Much of my childhood was spent on the Croydon Block of the Broadwater Estate in Tottenham. My stand-out memories from that time are the dingy concrete corridors, the lingering stench of damp and the time spent kicking a football around dark corners.
These memories were at the front of my mind as I listened to the debate about the future of the disused Mount Pleasant site in Islington that Boris Johnson found himself deliberating over last Friday. The site presents a unique opportunity: empty 3.5 hectare areas in central London do not come along often. With the UK housing crisis deepening by the week and the capital in particularly desperate need of new homes, this was a chance to turn an empty building in Islington into hundreds of decent new affordable homes.

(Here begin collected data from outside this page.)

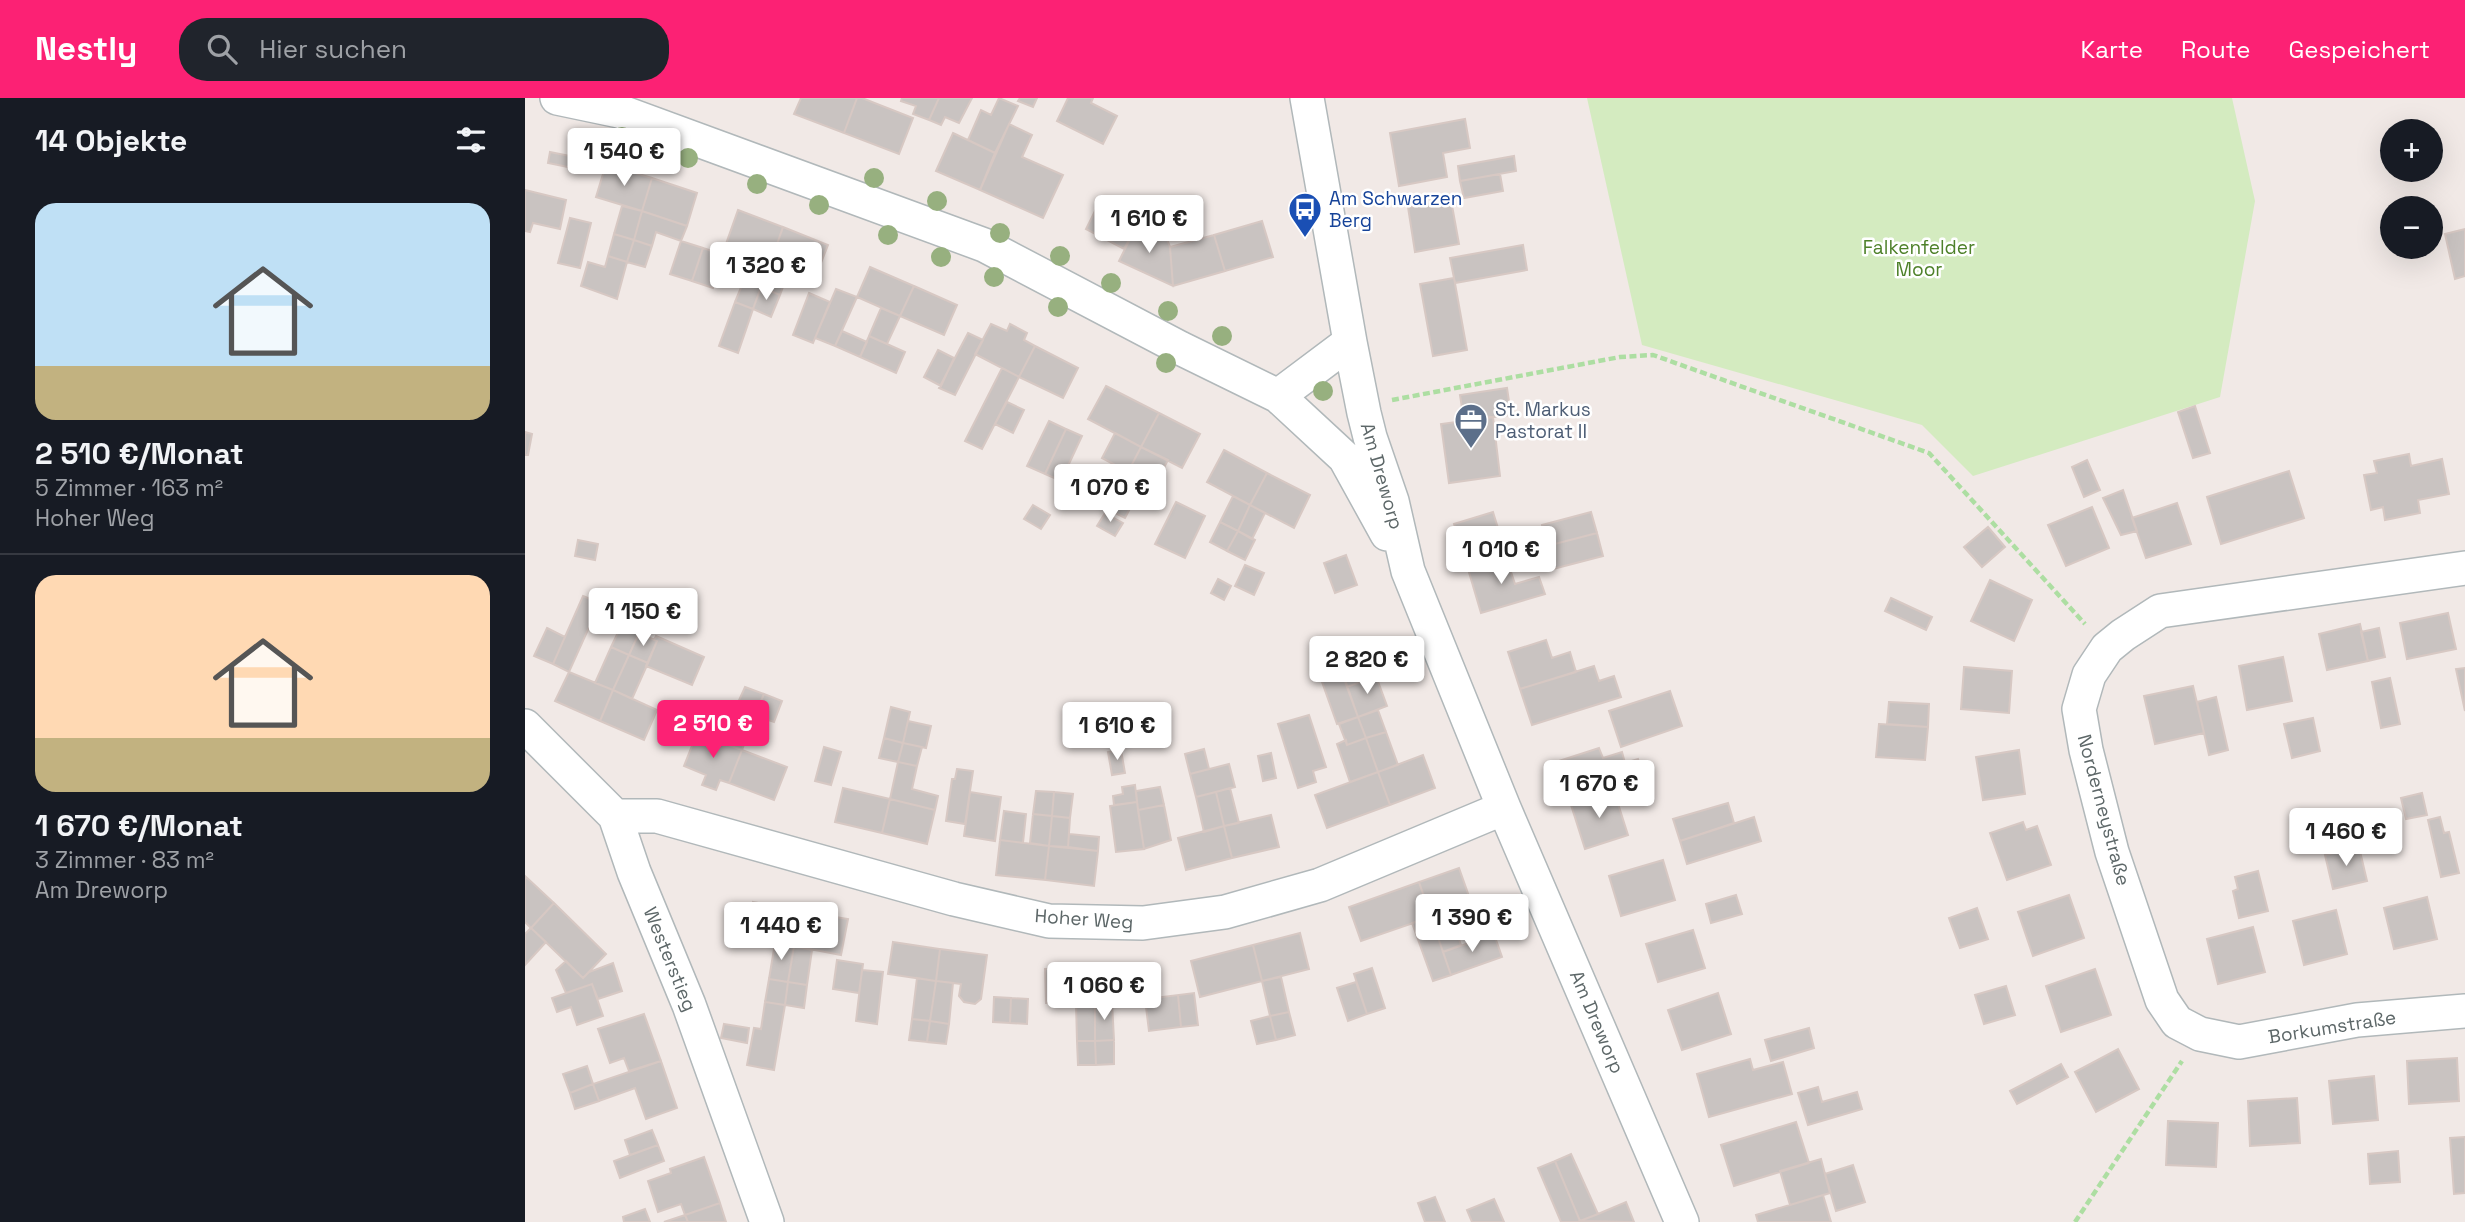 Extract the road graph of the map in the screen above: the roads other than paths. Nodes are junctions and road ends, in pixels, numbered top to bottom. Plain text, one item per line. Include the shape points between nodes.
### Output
1 (558, 98) edge
2 (1307, 98) edge
3 (620, 104) edge
4 (1350, 342) junction
5 (1278, 396) junction
6 (2465, 568) edge
7 (1408, 570) junction
8 (525, 726) edge
9 (1504, 808) junction
10 (615, 816) junction
11 (2465, 1011) edge
12 (2200, 1034) joint
13 (767, 1222) edge
14 (1682, 1222) edge

1 - 3 street
2 - 4 street, Am Dreworp
3 - 5 street via 984,245
4 - 5 street
4 - 7 street, Am Dreworp via 1370,437 1392,501
5 - 7 street via 1345,458
6 - 12 street, Norderneystraße via 2160,611 2107,648 2089,676 2079,709 2112,852 2162,1000 2177,1022
7 - 9 street, Am Dreworp
8 - 10 street, Westerstieg
9 - 10 street, Hoher Weg via 1320,885 1225,912 1143,923 1049,921 657,816
9 - 14 street, Am Dreworp
10 - 13 street, Westerstieg
11 - 12 street, Borkumstraße via 2357,1020 2239,1042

The site’s owner, newly-privatised Royal Mail, had other ideas, preferring a more profitable mass of high rise luxury apartment blocks - the only type of housing that the country doesn’t need more of. The Mayor was called in to adjudicate. Borough councils, local people and a cross-party coalition of politicians lined up to tell him that accepting the plan would be a huge mistake: in doing so, he would be giving his support to a new generation of ugly, expensive and unpopular tower blocks that ordinary people can neither afford nor want to live in. But like a bored teenager being confronted with a particularly tedious piece of homework, Boris took just 20 minutes to rubber-stamp the proposals with a dismissive wave and disinterested shrug.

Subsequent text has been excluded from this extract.